◆ **Provided entries**:
^^^^

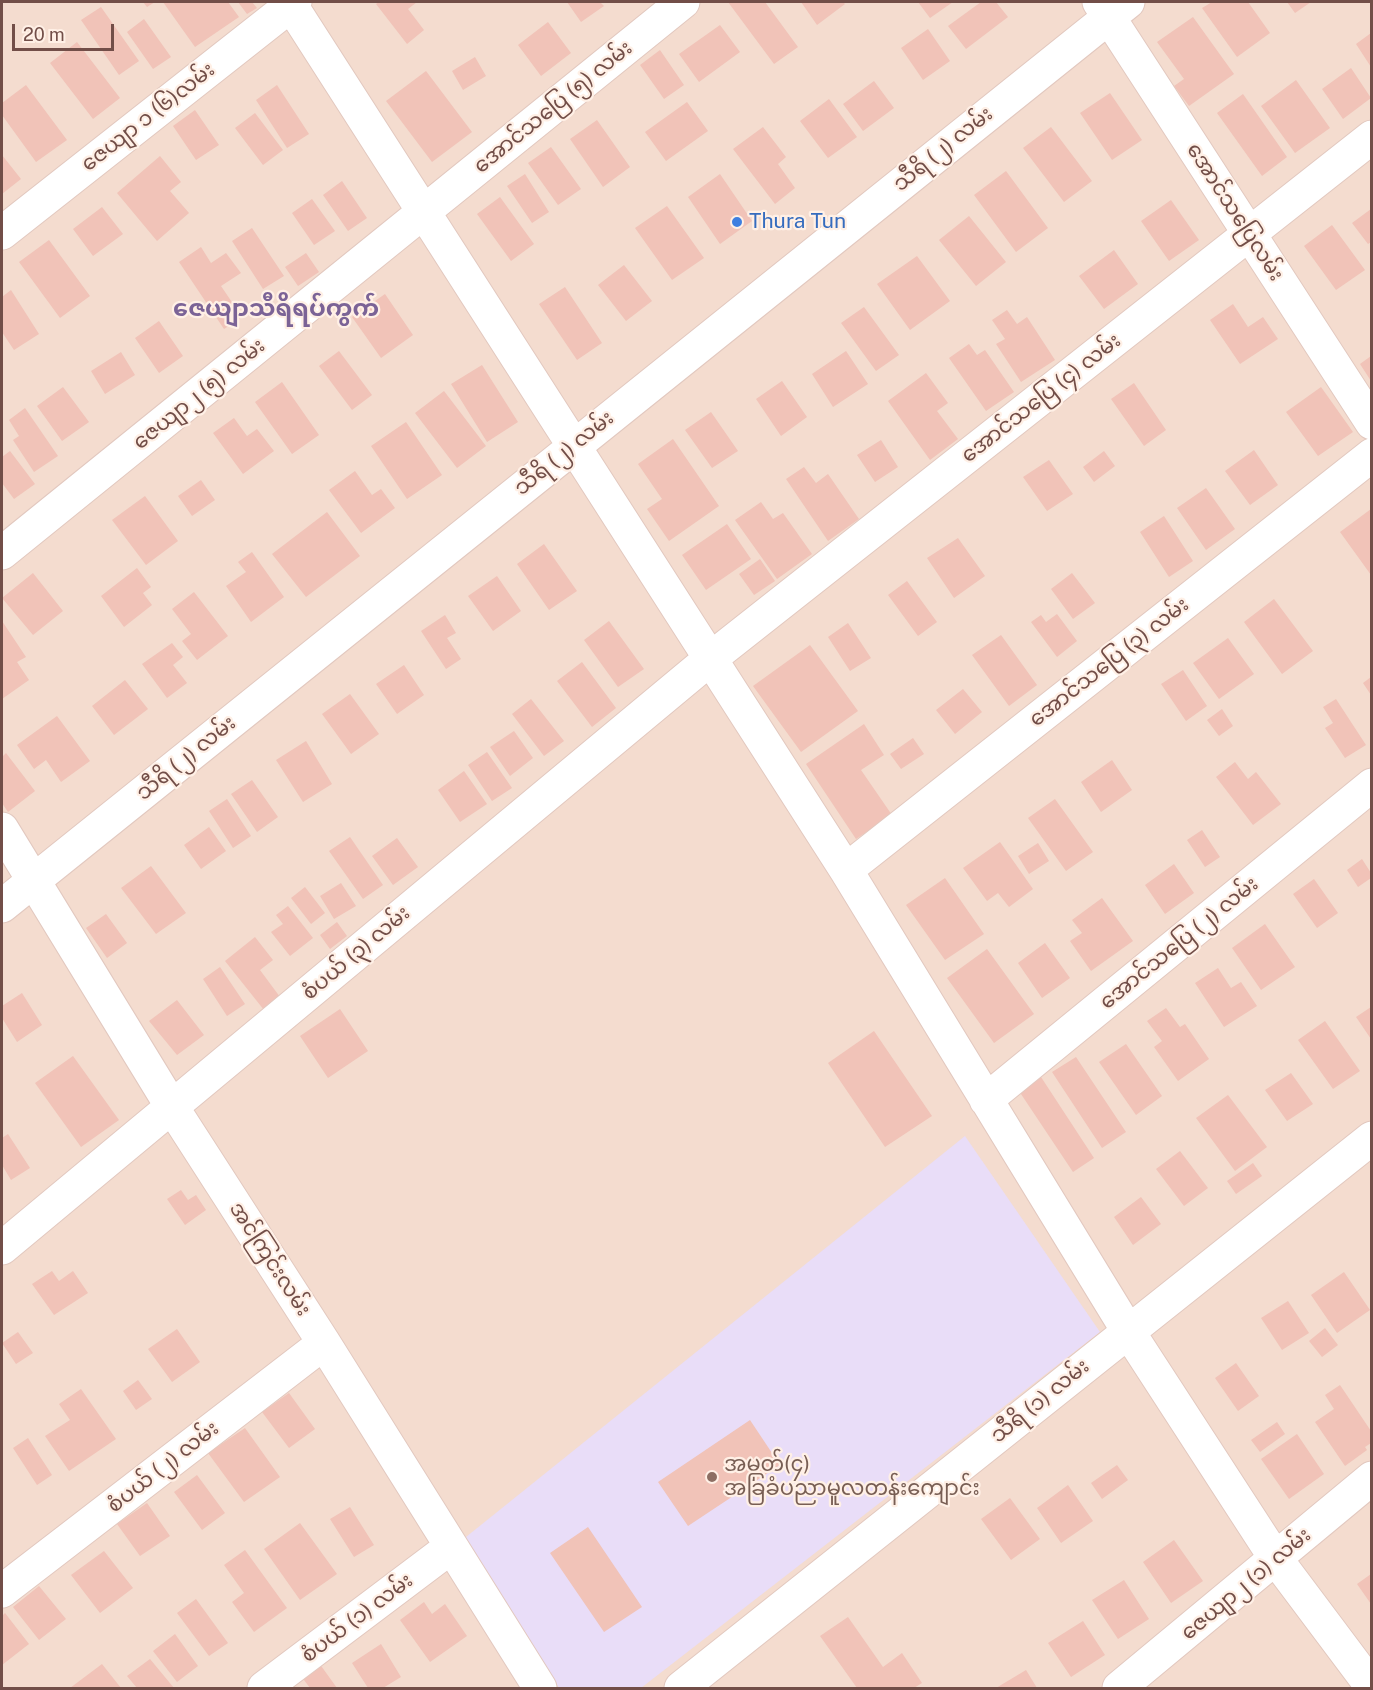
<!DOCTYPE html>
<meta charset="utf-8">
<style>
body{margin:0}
#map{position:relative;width:1373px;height:1690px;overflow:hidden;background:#fcece0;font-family:"Public Sans",sans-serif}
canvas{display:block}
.frame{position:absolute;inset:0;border:3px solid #724e48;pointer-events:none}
.scale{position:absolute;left:12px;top:24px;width:102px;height:27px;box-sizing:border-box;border:3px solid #724e48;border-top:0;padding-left:8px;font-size:18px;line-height:21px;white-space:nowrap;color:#724e48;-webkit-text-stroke:4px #fff0e6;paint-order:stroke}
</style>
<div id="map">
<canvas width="1373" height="1690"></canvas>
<div class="frame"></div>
<div class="scale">20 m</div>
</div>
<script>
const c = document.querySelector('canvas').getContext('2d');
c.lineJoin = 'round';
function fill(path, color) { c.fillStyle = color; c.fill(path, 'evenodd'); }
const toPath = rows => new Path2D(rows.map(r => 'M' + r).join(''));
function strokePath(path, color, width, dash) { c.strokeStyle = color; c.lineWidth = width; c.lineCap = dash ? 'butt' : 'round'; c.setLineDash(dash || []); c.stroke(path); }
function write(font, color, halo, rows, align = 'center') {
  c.font = font + ' "Public Sans","Noto Sans Myanmar",sans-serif'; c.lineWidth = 4.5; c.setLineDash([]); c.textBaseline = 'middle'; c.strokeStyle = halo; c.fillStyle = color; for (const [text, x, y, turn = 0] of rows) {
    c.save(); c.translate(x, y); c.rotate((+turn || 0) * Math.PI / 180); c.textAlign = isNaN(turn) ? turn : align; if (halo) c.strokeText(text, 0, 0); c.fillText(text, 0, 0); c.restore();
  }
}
const residential = toPath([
 [2,2,1371,2,1371,1688,2,1688]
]);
const education = toPath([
 [965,1136,1100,1332,641,1688,559,1688,461,1541]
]);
const building = toPath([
 [143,2,155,2,147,7],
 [163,2,228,2,239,17,195,47],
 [238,2,252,2,257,8,247,14],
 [379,2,417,2,408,9,424,30,407,44,376,4],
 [567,2,600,2,604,6,581,22],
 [728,2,765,2,798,47,774,64],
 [801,2,843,2,845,4,817,25],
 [918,2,953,2,930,18],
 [981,2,996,2,1008,17,966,49,948,26],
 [1212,2,1248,2,1270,33,1237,57,1202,8],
 [1287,2,1311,2,1295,13],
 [101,7,139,61,119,75,81,20],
 [1193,17,1234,74,1189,106,1174,86,1184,79,1157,42],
 [144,19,171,57,153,69,127,32],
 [548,22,571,53,541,76,518,45],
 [720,25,740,52,699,82,679,54],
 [928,29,950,61,923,80,901,48],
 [1371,33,1371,67,1356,44],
 [77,42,120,98,93,119,50,63],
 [660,50,684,85,664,99,640,65],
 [475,57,486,76,463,90,452,71],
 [1351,68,1371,98,1343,119,1322,89],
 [426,71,472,132,432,162,386,101],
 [1296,80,1330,128,1295,153,1261,106],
 [874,81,894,108,863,131,843,104],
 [26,85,67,140,36,162,2,115,2,103],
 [277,85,309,134,287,148,256,100],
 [1110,93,1142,140,1112,160,1080,113],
 [1243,94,1287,157,1262,176,1217,113],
 [829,99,857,137,828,158,800,121],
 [687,102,708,131,666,161,645,132],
 [195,110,219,145,196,160,173,126],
 [255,113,283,150,263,165,235,128],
 [597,120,630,167,603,187,570,139],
 [763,127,786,157,778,164,795,188,775,204,733,149],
 [1051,127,1092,181,1064,202,1023,148],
 [551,147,581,189,558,205,528,163],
 [2,155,21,179,2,194],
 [160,156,181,182,170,191,189,213,157,241,117,193],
 [1006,171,1048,228,1016,252,974,195],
 [525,174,549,212,532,223,507,186],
 [720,174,752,221,720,244,688,197],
 [342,181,367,218,348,231,323,195],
 [500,197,534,244,511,261,477,214],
 [312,199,335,231,314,245,292,213],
 [1171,200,1199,240,1169,261,1141,221],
 [667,206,704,258,672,280,635,228],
 [102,207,123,234,93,256,73,229],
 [1371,209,1371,242,1368,244,1352,223],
 [969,216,1006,262,976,286,939,240],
 [1332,225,1365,270,1336,290,1304,246],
 [252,228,284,276,263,289,232,241],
 [49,240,90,296,60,318,19,262],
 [201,247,211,263,226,253,241,273,221,286,242,317,224,329,179,262],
 [1114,250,1138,284,1104,309,1079,276],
 [306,253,319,272,298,286,285,267],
 [917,256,950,301,910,330,877,284],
 [624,265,652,301,626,321,598,285],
 [565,287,602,343,577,360,539,304],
 [11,290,39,334,14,350,2,332,2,297],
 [385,294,413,335,381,358,352,317],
 [1233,304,1248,327,1263,317,1278,339,1240,364,1210,320],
 [864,307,899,355,876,371,841,323],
 [1007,310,1017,324,1027,317,1055,360,1021,382,996,344,1005,339,992,320],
 [159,321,183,356,159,373,135,338],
 [969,344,977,355,985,350,1014,392,986,411,949,358],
 [339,351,372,395,352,410,319,366],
 [846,351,868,384,833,407,812,374],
 [121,352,135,375,105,394,91,371],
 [1371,356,1371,381,1360,364],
 [482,365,518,422,487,442,451,384],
 [926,373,948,403,937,411,958,439,930,460,888,401],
 [782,381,807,417,781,436,756,399],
 [282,382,319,435,292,454,255,402],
 [1134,383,1166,430,1144,446,1111,399],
 [63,387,89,422,62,441,37,406],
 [1321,387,1353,432,1318,456,1286,412],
 [444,391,486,446,457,468,415,413],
 [25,408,58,456,34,472,13,440,19,436,9,420],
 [711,412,738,451,712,468,685,430],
 [234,418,247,436,257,429,274,451,243,474,213,433],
 [406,422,442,475,407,499,371,446],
 [673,439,719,506,669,541,647,509,662,499,638,464],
 [881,440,898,467,875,482,857,455],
 [1254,450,1278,485,1250,505,1225,471],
 [10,451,35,484,14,499,2,483,2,457],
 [1104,451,1115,466,1094,482,1083,467],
 [1049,460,1073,494,1047,511,1023,477],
 [804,467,816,483,828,474,859,519,828,541,786,479],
 [355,471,372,495,381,489,395,508,361,533,329,490],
 [201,480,215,500,192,516,178,496],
 [1206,488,1235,529,1206,550,1177,508],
 [145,496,178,541,146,565,112,520],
 [761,502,773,519,783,513,812,554,777,579,735,520],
 [1371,509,1371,575,1340,532],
 [327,512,360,556,306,597,272,554],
 [1164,516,1193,561,1169,577,1140,532],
 [727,524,751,559,706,590,682,555],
 [958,538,985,576,954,598,927,558],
 [544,544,577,591,549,610,517,564],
 [252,552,284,597,251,622,226,586,246,572,238,562],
 [760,559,775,581,754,595,739,574],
 [137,568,151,587,143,593,152,605,124,627,101,596],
 [33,573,63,611,33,635,2,598],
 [1072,573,1095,603,1073,619,1051,589],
 [497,576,521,611,493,631,468,596],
 [907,581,937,622,918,636,888,595],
 [194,592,228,636,197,660,182,641,191,634,172,609],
 [1274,599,1313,651,1282,674,1244,622],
 [1057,614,1077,641,1057,657,1031,622,1041,615,1046,622],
 [445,615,456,633,447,638,461,659,446,669,421,631],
 [2,621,26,657,17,662,29,680,2,699],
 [609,621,644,669,618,687,584,640],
 [848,623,871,658,850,671,828,637],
 [1001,635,1037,685,1009,706,972,655],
 [1228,638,1254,674,1219,699,1193,663],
 [172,643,183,657,173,665,187,683,167,698,142,664],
 [810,645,858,711,801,752,753,686],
 [582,662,616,708,592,727,557,681],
 [404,665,424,695,397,714,376,684],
 [1183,670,1207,706,1186,721,1161,684],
 [1371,677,1371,695,1363,683],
 [125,680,148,709,114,735,92,706],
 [963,689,982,712,955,734,936,710],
 [350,694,379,734,351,754,322,714],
 [531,699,564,741,544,756,512,714],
 [1336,699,1366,745,1345,758,1325,728,1333,723,1323,707],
 [1222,709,1233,726,1219,736,1207,720],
 [57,716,90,761,61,782,46,760,34,769,17,745],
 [864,724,884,755,861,770,892,815,856,839,806,764],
 [514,731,533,758,510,776,490,747],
 [913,738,924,754,901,769,890,754],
 [306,741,332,784,303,802,276,760],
 [487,752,512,788,492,801,468,765],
 [6,753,35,791,8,812,2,803,2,757],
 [1112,760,1132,790,1101,812,1081,782],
 [1235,762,1248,779,1256,772,1281,804,1253,825,1216,777],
 [464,771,487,804,460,822,438,790],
 [252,780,278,817,257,832,231,794],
 [227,799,251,836,233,848,209,811],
 [1055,799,1093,852,1066,871,1028,818],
 [209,827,226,851,201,869,184,845],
 [1202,830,1220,857,1205,867,1187,840],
 [350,837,383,885,363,899,329,851],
 [397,838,418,867,393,885,372,856],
 [1000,842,1033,889,1009,907,998,893,987,901,963,868],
 [1038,843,1049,861,1029,874,1018,856],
 [1362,859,1371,873,1371,878,1358,887,1347,870],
 [1174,864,1194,893,1165,914,1145,885],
 [151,866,186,913,156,934,121,888],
 [945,878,984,934,945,960,906,905],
 [1314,879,1338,913,1317,928,1293,894],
 [341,883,356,906,334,919,320,896],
 [305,887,325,913,311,924,291,898],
 [1102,898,1133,941,1091,971,1070,941,1082,933,1072,920],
 [288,906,313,938,290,956,271,932,283,924,276,915],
 [106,914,127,943,107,958,86,928],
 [337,922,347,936,330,949,320,935],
 [1265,924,1295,967,1261,990,1232,948],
 [255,937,273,960,260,970,280,997,264,1010,225,961],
 [1045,943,1070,978,1042,998,1018,963],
 [987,949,1034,1014,994,1043,947,978],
 [220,967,245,1004,227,1016,203,979],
 [1218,968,1231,988,1241,982,1257,1006,1224,1027,1195,983],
 [22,993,42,1025,17,1042,2,1018,2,1006],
 [177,1000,204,1035,177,1055,149,1021],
 [1371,1007,1371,1039,1356,1017],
 [1166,1008,1180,1027,1185,1024,1209,1059,1178,1081,1154,1047,1162,1041,1147,1021],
 [340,1009,368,1051,328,1078,300,1036],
 [1325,1021,1360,1071,1333,1089,1298,1040],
 [874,1031,932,1116,885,1147,828,1063],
 [1126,1044,1162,1096,1136,1115,1099,1062],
 [73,1056,119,1120,81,1147,35,1083],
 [1076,1057,1126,1132,1102,1148,1052,1072],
 [1291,1073,1313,1104,1287,1121,1265,1090],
 [1041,1077,1094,1158,1073,1172,1019,1091],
 [1228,1095,1267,1147,1235,1171,1196,1118],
 [8,1134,30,1168,11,1180,2,1165,2,1138],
 [1180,1151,1208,1188,1184,1206,1156,1169],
 [1253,1163,1262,1176,1236,1194,1227,1181],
 [181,1190,188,1200,196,1195,206,1210,185,1225,167,1199],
 [1141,1197,1161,1224,1133,1245,1114,1217],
 [52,1271,59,1281,73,1271,88,1293,54,1315,32,1284],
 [1344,1272,1370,1310,1337,1333,1311,1295],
 [1288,1301,1309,1333,1282,1350,1261,1318],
 [1325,1328,1338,1345,1322,1357,1309,1341],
 [177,1329,200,1362,172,1382,148,1349],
 [18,1332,33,1353,16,1364,2,1343],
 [1236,1363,1259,1396,1238,1411,1215,1378],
 [138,1380,152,1399,136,1410,123,1391],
 [1340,1385,1371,1431,1371,1443,1365,1447,1367,1450,1345,1466,1315,1422,1334,1409,1325,1395],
 [81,1389,116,1439,69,1471,45,1436,70,1420,59,1404],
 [289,1393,315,1429,289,1448,262,1412],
 [750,1420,780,1465,688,1526,658,1482],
 [1277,1422,1285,1434,1260,1452,1251,1440],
 [245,1428,280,1477,244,1502,208,1453],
 [1297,1434,1324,1474,1289,1499,1261,1459],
 [28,1438,52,1475,37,1485,13,1448],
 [1117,1465,1128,1480,1102,1499,1091,1483],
 [197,1475,225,1513,202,1530,174,1492],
 [1068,1485,1093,1521,1061,1543,1037,1508],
 [1010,1498,1040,1539,1011,1560,981,1519],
 [147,1503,170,1536,140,1556,117,1524],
 [350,1507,374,1545,354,1557,330,1519],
 [300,1523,337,1574,300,1600,264,1549],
 [588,1527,642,1607,604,1632,550,1553],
 [1174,1540,1203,1581,1171,1603,1143,1562],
 [245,1550,287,1608,254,1632,232,1602,244,1593,224,1565],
 [104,1551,133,1588,100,1613,71,1575],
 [1371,1574,1371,1604,1357,1584],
 [1124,1580,1149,1619,1118,1639,1092,1600],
 [39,1586,66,1619,39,1640,13,1607],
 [196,1599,228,1643,209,1656,177,1613],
 [424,1602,432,1614,445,1604,467,1636,430,1662,400,1620],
 [5,1613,29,1644,2,1665,2,1616],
 [848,1617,883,1667,902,1653,922,1683,914,1688,857,1688,820,1636],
 [1083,1621,1105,1655,1071,1677,1048,1643],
 [175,1634,198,1666,177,1682,153,1651],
 [381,1644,401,1677,383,1688,368,1688,352,1663],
 [150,1659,174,1688,137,1688,127,1676],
 [319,1663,337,1688,310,1688,301,1676],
 [102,1664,121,1688,70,1688],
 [1026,1670,1037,1688,996,1688]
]);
const street = toPath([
 [289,2,846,870,1128,1331,1276,1559,1372,1687],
 [1099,2,1372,423],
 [2,233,295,2],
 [2,553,683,2],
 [2,829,172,1107,324,1343,540,1688],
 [846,870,1372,455],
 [2,906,1128,2],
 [986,1100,1372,785],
 [2,1248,710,659,1372,137],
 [2,1591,324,1343],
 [264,1688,451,1547],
 [681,1688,1372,1138],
 [1119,1688,1372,1478]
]);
const markers = [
 [737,222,6,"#3f7fe0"],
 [712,1477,6,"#8d6e63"]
];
const streetNames = [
 ["အောင်သပြေ (၅) လမ်း",553,107,-39],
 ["ဇေယျာ ၁ (၆)လမ်း",148,117,-38],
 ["သီရိ (၂) လမ်း",943,149,-39],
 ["အောင်သပြေလမ်း",1235,212,57],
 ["ဇေယျာ၂ (၅) လမ်း",199,394,-39],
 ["အောင်သပြေ (၄) လမ်း",1041,398,-38],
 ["သီရိ (၂) လမ်း",564,453,-39],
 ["အောင်သပြေ (၃) လမ်း",1109,662,-38],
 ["သီရိ (၂) လမ်း",186,758,-39],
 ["အောင်သပြေ (၂) လမ်း",1179,943,-39],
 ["စံပယ် (၃) လမ်း",356,953,-40],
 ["အင်ကြင်းလမ်း",270,1259,57],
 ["သီရိ (၁) လမ်း",1040,1401,-39],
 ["စံပယ် (၂) လမ်း",163,1467,-38],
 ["ဇေယျာ၂ (၁) လမ်း",1246,1584,-40],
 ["စံပယ် (၁) လမ်း",357,1618,-37]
];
const shopNames = [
 ["Thura Tun",749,222]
];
const educationNames = [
 ["အမှတ်(၄)",724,1465],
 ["အခြခံပညာမူလတန်းကျောင်း",724,1489]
];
const quarterNames = [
 ["ဇေယျာသီရိရပ်ကွက်",276,309]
];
fill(residential, '#f4dccf');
fill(education, '#e9ddf8');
fill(building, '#f1c3b8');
strokePath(street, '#e2c8bf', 35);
strokePath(street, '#fff', 33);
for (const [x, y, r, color] of markers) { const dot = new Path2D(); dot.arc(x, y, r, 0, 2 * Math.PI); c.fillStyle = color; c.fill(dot); strokePath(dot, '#fff0e6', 2); }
write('21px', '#724e48', '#fff0e6', streetNames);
write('21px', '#366cbe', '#fff0e6', shopNames, 'left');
write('21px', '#785e54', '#fff0e6', educationNames, 'left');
write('bold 24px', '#7b6396', '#fff0e6', quarterNames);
</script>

^^^^

◆ **Task to complete**: Your answer must consist of every line from the listing that holds the string "strokeStyle".

◆ **Expected answer**:
function strokePath(path, color, width, dash) { c.strokeStyle = color; c.lineWidth = width; c.lineCap = dash ? 'butt' : 'round'; c.setLineDash(dash || []); c.stroke(path); }
  c.font = font + ' "Public Sans","Noto Sans Myanmar",sans-serif'; c.lineWidth = 4.5; c.setLineDash([]); c.textBaseline = 'middle'; c.strokeStyle = halo; c.fillStyle = color; for (const [text, x, y, turn = 0] of rows) {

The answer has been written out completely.